_WHAT TO DO_: I would like every entry below written out exactly.

● ● ● ● ● ● ●

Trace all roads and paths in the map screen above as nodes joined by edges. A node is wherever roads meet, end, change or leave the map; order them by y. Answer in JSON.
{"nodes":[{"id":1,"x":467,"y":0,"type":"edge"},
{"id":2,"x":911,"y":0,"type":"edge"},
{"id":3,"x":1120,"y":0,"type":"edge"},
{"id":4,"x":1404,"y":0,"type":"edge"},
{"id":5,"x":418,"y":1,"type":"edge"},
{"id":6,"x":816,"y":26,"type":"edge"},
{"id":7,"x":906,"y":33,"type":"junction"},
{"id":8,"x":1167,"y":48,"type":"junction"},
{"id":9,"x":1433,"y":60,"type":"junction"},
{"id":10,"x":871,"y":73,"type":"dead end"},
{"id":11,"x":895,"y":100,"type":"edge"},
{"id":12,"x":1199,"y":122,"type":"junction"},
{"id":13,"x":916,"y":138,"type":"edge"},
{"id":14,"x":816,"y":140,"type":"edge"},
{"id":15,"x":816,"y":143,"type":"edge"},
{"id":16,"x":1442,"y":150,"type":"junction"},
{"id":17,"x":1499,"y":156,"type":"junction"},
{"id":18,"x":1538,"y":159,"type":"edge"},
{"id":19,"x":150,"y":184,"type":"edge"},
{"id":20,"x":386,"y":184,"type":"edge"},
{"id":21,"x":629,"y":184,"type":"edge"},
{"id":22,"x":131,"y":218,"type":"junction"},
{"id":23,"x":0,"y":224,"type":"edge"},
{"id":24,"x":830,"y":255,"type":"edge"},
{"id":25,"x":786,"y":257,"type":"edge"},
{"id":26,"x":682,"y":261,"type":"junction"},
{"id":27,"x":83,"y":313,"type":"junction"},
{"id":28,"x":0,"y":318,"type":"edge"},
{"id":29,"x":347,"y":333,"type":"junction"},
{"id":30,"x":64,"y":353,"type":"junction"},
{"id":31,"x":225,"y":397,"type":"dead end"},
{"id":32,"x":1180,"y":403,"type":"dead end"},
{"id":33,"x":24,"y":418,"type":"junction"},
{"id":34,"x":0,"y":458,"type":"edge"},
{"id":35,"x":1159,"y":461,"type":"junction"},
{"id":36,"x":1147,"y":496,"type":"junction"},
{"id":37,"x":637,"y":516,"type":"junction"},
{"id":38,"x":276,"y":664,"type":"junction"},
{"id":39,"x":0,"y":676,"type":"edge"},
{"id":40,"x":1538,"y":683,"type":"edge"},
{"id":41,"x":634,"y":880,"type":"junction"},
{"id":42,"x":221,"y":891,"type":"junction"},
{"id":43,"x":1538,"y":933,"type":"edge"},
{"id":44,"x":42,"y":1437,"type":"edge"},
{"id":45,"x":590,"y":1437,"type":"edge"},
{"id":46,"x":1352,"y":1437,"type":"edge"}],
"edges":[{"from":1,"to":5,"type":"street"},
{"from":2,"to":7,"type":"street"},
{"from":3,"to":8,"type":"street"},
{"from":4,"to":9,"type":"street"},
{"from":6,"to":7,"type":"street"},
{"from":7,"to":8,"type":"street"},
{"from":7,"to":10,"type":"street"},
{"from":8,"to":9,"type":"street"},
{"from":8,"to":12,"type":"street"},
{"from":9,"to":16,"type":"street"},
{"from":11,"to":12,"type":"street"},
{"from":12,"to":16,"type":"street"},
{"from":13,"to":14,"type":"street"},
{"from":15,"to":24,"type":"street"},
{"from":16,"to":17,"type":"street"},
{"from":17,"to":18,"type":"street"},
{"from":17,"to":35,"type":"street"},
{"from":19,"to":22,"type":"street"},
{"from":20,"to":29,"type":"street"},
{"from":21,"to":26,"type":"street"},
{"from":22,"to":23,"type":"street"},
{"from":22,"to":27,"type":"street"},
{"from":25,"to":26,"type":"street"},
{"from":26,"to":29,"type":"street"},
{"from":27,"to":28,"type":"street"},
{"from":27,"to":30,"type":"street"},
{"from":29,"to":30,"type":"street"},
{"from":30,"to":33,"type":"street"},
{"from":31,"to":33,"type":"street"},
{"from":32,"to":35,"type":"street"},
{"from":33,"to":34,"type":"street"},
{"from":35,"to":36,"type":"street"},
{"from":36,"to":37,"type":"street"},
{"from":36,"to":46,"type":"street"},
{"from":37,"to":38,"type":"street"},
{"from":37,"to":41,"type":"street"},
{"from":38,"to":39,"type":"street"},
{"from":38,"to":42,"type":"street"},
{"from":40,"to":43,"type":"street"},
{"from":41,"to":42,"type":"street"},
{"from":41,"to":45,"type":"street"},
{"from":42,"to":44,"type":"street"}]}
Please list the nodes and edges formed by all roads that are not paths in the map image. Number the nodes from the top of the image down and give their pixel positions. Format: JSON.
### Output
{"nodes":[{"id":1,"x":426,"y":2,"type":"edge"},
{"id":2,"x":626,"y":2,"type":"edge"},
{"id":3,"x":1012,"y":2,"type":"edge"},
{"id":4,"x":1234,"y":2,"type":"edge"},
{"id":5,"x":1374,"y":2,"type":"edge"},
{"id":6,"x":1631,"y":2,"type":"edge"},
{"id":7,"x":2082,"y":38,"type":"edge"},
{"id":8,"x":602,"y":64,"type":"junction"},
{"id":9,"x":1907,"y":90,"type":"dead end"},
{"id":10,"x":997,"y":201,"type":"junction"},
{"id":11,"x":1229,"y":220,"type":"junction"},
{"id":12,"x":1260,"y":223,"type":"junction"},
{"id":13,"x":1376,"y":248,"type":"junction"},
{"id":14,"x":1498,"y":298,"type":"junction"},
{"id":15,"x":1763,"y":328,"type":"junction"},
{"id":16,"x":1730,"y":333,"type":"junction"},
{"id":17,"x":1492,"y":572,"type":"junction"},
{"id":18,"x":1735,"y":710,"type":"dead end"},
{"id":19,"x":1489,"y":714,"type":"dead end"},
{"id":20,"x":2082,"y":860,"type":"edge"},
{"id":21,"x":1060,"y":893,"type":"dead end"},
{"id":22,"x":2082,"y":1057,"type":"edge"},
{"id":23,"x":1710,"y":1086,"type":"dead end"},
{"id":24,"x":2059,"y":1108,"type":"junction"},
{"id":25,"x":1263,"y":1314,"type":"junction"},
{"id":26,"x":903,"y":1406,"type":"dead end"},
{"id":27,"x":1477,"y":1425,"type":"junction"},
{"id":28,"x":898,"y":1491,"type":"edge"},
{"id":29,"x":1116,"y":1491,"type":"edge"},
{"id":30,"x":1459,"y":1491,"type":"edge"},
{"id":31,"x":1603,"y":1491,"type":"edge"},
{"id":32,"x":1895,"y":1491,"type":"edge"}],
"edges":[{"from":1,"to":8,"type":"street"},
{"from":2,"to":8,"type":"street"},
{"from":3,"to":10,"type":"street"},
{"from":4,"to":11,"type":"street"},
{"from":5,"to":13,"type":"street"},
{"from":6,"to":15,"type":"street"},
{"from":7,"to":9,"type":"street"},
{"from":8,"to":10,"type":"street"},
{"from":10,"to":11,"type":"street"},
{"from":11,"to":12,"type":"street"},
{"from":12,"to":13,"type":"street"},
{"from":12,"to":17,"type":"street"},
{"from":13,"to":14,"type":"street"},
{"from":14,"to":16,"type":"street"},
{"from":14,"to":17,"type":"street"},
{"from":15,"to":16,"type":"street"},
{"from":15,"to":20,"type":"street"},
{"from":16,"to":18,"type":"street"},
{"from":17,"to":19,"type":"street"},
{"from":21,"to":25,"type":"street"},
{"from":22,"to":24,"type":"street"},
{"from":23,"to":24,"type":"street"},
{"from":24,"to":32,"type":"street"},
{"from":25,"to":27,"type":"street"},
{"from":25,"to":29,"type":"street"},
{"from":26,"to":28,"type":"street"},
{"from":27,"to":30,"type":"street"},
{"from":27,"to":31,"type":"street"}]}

● ● ● ● ● ● ●

_EXPECTED ANSWER_:
Trace all roads and paths in the map screen above as nodes joined by edges. A node is wherever roads meet, end, change or leave the map; order them by y. Answer in JSON.
{"nodes":[{"id":1,"x":467,"y":0,"type":"edge"},
{"id":2,"x":911,"y":0,"type":"edge"},
{"id":3,"x":1120,"y":0,"type":"edge"},
{"id":4,"x":1404,"y":0,"type":"edge"},
{"id":5,"x":418,"y":1,"type":"edge"},
{"id":6,"x":816,"y":26,"type":"edge"},
{"id":7,"x":906,"y":33,"type":"junction"},
{"id":8,"x":1167,"y":48,"type":"junction"},
{"id":9,"x":1433,"y":60,"type":"junction"},
{"id":10,"x":871,"y":73,"type":"dead end"},
{"id":11,"x":895,"y":100,"type":"edge"},
{"id":12,"x":1199,"y":122,"type":"junction"},
{"id":13,"x":916,"y":138,"type":"edge"},
{"id":14,"x":816,"y":140,"type":"edge"},
{"id":15,"x":816,"y":143,"type":"edge"},
{"id":16,"x":1442,"y":150,"type":"junction"},
{"id":17,"x":1499,"y":156,"type":"junction"},
{"id":18,"x":1538,"y":159,"type":"edge"},
{"id":19,"x":150,"y":184,"type":"edge"},
{"id":20,"x":386,"y":184,"type":"edge"},
{"id":21,"x":629,"y":184,"type":"edge"},
{"id":22,"x":131,"y":218,"type":"junction"},
{"id":23,"x":0,"y":224,"type":"edge"},
{"id":24,"x":830,"y":255,"type":"edge"},
{"id":25,"x":786,"y":257,"type":"edge"},
{"id":26,"x":682,"y":261,"type":"junction"},
{"id":27,"x":83,"y":313,"type":"junction"},
{"id":28,"x":0,"y":318,"type":"edge"},
{"id":29,"x":347,"y":333,"type":"junction"},
{"id":30,"x":64,"y":353,"type":"junction"},
{"id":31,"x":225,"y":397,"type":"dead end"},
{"id":32,"x":1180,"y":403,"type":"dead end"},
{"id":33,"x":24,"y":418,"type":"junction"},
{"id":34,"x":0,"y":458,"type":"edge"},
{"id":35,"x":1159,"y":461,"type":"junction"},
{"id":36,"x":1147,"y":496,"type":"junction"},
{"id":37,"x":637,"y":516,"type":"junction"},
{"id":38,"x":276,"y":664,"type":"junction"},
{"id":39,"x":0,"y":676,"type":"edge"},
{"id":40,"x":1538,"y":683,"type":"edge"},
{"id":41,"x":634,"y":880,"type":"junction"},
{"id":42,"x":221,"y":891,"type":"junction"},
{"id":43,"x":1538,"y":933,"type":"edge"},
{"id":44,"x":42,"y":1437,"type":"edge"},
{"id":45,"x":590,"y":1437,"type":"edge"},
{"id":46,"x":1352,"y":1437,"type":"edge"}],
"edges":[{"from":1,"to":5,"type":"street"},
{"from":2,"to":7,"type":"street"},
{"from":3,"to":8,"type":"street"},
{"from":4,"to":9,"type":"street"},
{"from":6,"to":7,"type":"street"},
{"from":7,"to":8,"type":"street"},
{"from":7,"to":10,"type":"street"},
{"from":8,"to":9,"type":"street"},
{"from":8,"to":12,"type":"street"},
{"from":9,"to":16,"type":"street"},
{"from":11,"to":12,"type":"street"},
{"from":12,"to":16,"type":"street"},
{"from":13,"to":14,"type":"street"},
{"from":15,"to":24,"type":"street"},
{"from":16,"to":17,"type":"street"},
{"from":17,"to":18,"type":"street"},
{"from":17,"to":35,"type":"street"},
{"from":19,"to":22,"type":"street"},
{"from":20,"to":29,"type":"street"},
{"from":21,"to":26,"type":"street"},
{"from":22,"to":23,"type":"street"},
{"from":22,"to":27,"type":"street"},
{"from":25,"to":26,"type":"street"},
{"from":26,"to":29,"type":"street"},
{"from":27,"to":28,"type":"street"},
{"from":27,"to":30,"type":"street"},
{"from":29,"to":30,"type":"street"},
{"from":30,"to":33,"type":"street"},
{"from":31,"to":33,"type":"street"},
{"from":32,"to":35,"type":"street"},
{"from":33,"to":34,"type":"street"},
{"from":35,"to":36,"type":"street"},
{"from":36,"to":37,"type":"street"},
{"from":36,"to":46,"type":"street"},
{"from":37,"to":38,"type":"street"},
{"from":37,"to":41,"type":"street"},
{"from":38,"to":39,"type":"street"},
{"from":38,"to":42,"type":"street"},
{"from":40,"to":43,"type":"street"},
{"from":41,"to":42,"type":"street"},
{"from":41,"to":45,"type":"street"},
{"from":42,"to":44,"type":"street"}]}
Please list the nodes and edges formed by all roads that are not paths in the map image. Number the nodes from the top of the image down and give their pixel positions. Format: JSON.
### Output
{"nodes":[{"id":1,"x":426,"y":2,"type":"edge"},
{"id":2,"x":626,"y":2,"type":"edge"},
{"id":3,"x":1012,"y":2,"type":"edge"},
{"id":4,"x":1234,"y":2,"type":"edge"},
{"id":5,"x":1374,"y":2,"type":"edge"},
{"id":6,"x":1631,"y":2,"type":"edge"},
{"id":7,"x":2082,"y":38,"type":"edge"},
{"id":8,"x":602,"y":64,"type":"junction"},
{"id":9,"x":1907,"y":90,"type":"dead end"},
{"id":10,"x":997,"y":201,"type":"junction"},
{"id":11,"x":1229,"y":220,"type":"junction"},
{"id":12,"x":1260,"y":223,"type":"junction"},
{"id":13,"x":1376,"y":248,"type":"junction"},
{"id":14,"x":1498,"y":298,"type":"junction"},
{"id":15,"x":1763,"y":328,"type":"junction"},
{"id":16,"x":1730,"y":333,"type":"junction"},
{"id":17,"x":1492,"y":572,"type":"junction"},
{"id":18,"x":1735,"y":710,"type":"dead end"},
{"id":19,"x":1489,"y":714,"type":"dead end"},
{"id":20,"x":2082,"y":860,"type":"edge"},
{"id":21,"x":1060,"y":893,"type":"dead end"},
{"id":22,"x":2082,"y":1057,"type":"edge"},
{"id":23,"x":1710,"y":1086,"type":"dead end"},
{"id":24,"x":2059,"y":1108,"type":"junction"},
{"id":25,"x":1263,"y":1314,"type":"junction"},
{"id":26,"x":903,"y":1406,"type":"dead end"},
{"id":27,"x":1477,"y":1425,"type":"junction"},
{"id":28,"x":898,"y":1491,"type":"edge"},
{"id":29,"x":1116,"y":1491,"type":"edge"},
{"id":30,"x":1459,"y":1491,"type":"edge"},
{"id":31,"x":1603,"y":1491,"type":"edge"},
{"id":32,"x":1895,"y":1491,"type":"edge"}],
"edges":[{"from":1,"to":8,"type":"street"},
{"from":2,"to":8,"type":"street"},
{"from":3,"to":10,"type":"street"},
{"from":4,"to":11,"type":"street"},
{"from":5,"to":13,"type":"street"},
{"from":6,"to":15,"type":"street"},
{"from":7,"to":9,"type":"street"},
{"from":8,"to":10,"type":"street"},
{"from":10,"to":11,"type":"street"},
{"from":11,"to":12,"type":"street"},
{"from":12,"to":13,"type":"street"},
{"from":12,"to":17,"type":"street"},
{"from":13,"to":14,"type":"street"},
{"from":14,"to":16,"type":"street"},
{"from":14,"to":17,"type":"street"},
{"from":15,"to":16,"type":"street"},
{"from":15,"to":20,"type":"street"},
{"from":16,"to":18,"type":"street"},
{"from":17,"to":19,"type":"street"},
{"from":21,"to":25,"type":"street"},
{"from":22,"to":24,"type":"street"},
{"from":23,"to":24,"type":"street"},
{"from":24,"to":32,"type":"street"},
{"from":25,"to":27,"type":"street"},
{"from":25,"to":29,"type":"street"},
{"from":26,"to":28,"type":"street"},
{"from":27,"to":30,"type":"street"},
{"from":27,"to":31,"type":"street"}]}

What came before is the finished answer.